Objective: To evaluate the early results of sentinel node (SN)-navigated limited surgery for early gastric cancer.

Summary Background Data: False-negative results of SN biopsy cannot be ignored in gastric cancer surgery. Previous studies suggest that dissection of lymph node stations where SNs belong (SN stations) may minimize the possibility of leaving metastasis behind in SN-navigated surgery.

Methods: Patients with T1N0M0 gastric cancer <4 cm were informed about the SN-navigated limited surgery from 2003 to 2008. SNs were identified using radioisotope and dye methods. When the SN biopsy by frozen section was negative, limited gastrectomy with dissection of SN stations was performed. Patients with SN stations limited to either the lesser or greater curvature underwent a wedge resection unless it would cause a strong deformity of the stomach. A sleeve gastrectomy was performed in other cases.

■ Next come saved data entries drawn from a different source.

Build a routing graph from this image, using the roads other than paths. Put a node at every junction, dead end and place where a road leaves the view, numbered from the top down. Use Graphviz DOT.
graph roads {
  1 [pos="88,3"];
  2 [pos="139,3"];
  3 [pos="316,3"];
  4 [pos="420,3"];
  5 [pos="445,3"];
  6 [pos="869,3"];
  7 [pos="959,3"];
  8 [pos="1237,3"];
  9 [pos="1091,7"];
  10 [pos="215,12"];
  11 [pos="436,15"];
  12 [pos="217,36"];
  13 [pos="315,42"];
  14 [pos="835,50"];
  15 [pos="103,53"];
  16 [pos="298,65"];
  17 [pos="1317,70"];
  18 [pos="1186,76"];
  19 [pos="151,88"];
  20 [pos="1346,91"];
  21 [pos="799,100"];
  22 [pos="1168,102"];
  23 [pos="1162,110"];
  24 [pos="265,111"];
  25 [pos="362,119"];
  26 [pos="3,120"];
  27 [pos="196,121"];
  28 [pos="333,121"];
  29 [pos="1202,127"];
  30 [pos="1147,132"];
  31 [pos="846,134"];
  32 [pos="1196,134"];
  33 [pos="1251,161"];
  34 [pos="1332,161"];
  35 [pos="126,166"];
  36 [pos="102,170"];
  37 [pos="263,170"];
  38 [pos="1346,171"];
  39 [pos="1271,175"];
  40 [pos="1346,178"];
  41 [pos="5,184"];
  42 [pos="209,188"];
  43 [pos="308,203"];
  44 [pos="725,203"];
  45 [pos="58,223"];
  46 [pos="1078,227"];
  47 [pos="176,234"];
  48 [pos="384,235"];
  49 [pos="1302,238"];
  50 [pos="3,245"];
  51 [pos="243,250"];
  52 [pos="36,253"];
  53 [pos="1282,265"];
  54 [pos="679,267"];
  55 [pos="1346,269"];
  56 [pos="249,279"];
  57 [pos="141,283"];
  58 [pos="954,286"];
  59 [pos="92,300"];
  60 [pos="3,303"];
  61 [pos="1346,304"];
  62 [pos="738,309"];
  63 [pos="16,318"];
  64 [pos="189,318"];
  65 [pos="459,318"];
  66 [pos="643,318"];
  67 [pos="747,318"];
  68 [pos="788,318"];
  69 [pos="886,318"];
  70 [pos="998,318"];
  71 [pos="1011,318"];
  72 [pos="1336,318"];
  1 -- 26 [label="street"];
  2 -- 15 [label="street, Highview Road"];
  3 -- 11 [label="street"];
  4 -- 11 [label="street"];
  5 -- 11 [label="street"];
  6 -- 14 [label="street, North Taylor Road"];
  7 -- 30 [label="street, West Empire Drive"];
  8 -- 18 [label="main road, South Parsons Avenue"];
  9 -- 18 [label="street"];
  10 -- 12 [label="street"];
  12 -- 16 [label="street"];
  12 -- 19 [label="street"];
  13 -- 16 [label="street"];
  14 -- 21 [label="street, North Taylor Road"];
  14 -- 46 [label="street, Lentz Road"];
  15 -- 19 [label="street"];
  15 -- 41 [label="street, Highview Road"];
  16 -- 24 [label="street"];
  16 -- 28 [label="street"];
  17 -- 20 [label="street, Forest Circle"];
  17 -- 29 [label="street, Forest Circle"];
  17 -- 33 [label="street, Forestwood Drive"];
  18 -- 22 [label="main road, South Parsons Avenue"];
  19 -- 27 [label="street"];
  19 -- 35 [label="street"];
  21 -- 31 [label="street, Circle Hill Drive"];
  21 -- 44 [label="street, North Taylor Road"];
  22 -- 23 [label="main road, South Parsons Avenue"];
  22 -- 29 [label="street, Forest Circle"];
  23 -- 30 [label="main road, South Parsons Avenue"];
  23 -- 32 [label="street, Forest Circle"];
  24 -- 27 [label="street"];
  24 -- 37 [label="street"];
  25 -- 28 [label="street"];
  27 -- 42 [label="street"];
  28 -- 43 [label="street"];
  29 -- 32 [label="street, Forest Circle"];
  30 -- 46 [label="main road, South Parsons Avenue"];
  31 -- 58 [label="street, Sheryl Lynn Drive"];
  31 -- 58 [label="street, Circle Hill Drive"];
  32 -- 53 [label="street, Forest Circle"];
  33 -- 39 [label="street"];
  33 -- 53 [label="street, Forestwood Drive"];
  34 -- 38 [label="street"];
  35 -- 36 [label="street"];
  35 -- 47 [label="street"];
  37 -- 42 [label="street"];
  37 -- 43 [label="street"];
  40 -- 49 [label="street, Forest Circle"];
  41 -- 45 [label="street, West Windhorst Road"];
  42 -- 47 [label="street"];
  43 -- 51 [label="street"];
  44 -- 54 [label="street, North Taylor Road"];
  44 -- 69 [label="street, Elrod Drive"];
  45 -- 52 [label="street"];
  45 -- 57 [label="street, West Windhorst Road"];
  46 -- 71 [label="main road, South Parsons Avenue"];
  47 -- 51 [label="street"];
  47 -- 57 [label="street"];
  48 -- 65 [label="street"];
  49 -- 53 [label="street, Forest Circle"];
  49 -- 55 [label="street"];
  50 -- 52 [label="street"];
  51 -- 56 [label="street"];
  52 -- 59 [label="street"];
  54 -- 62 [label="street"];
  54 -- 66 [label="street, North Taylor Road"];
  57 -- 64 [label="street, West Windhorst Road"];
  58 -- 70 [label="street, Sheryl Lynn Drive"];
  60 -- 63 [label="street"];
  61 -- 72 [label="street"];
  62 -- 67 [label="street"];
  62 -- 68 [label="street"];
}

Results: Six of the 60 enrolled patients chose a standard gastrectomy. Sixteen patients were excluded after laparotomy due to a T2-T3 tumor or tumor location. Three patients with positive SN biopsy underwent D2 gastrectomy, and 35 with negative SN biopsy underwent limited gastrectomy with dissection of SN stations; wedge resection in 8 and sleeve gastrectomy in 27. There were no operative mortalities or morbidities. All patients undergoing the limited surgery had no lymph node metastasis by postoperative pathology, and survived without any recurrence. The average area of the resected stomach for limited surgery was significantly smaller than that for standard procedures (92 +/- 50 vs. 189 +/- 64 cm, P < 0.001).

Conclusions: SN-navigated limited gastrectomy with dissection of SN stations for T1N0M0 gastric cancer was considered safe and acceptable although long-term follow-up is mandatory.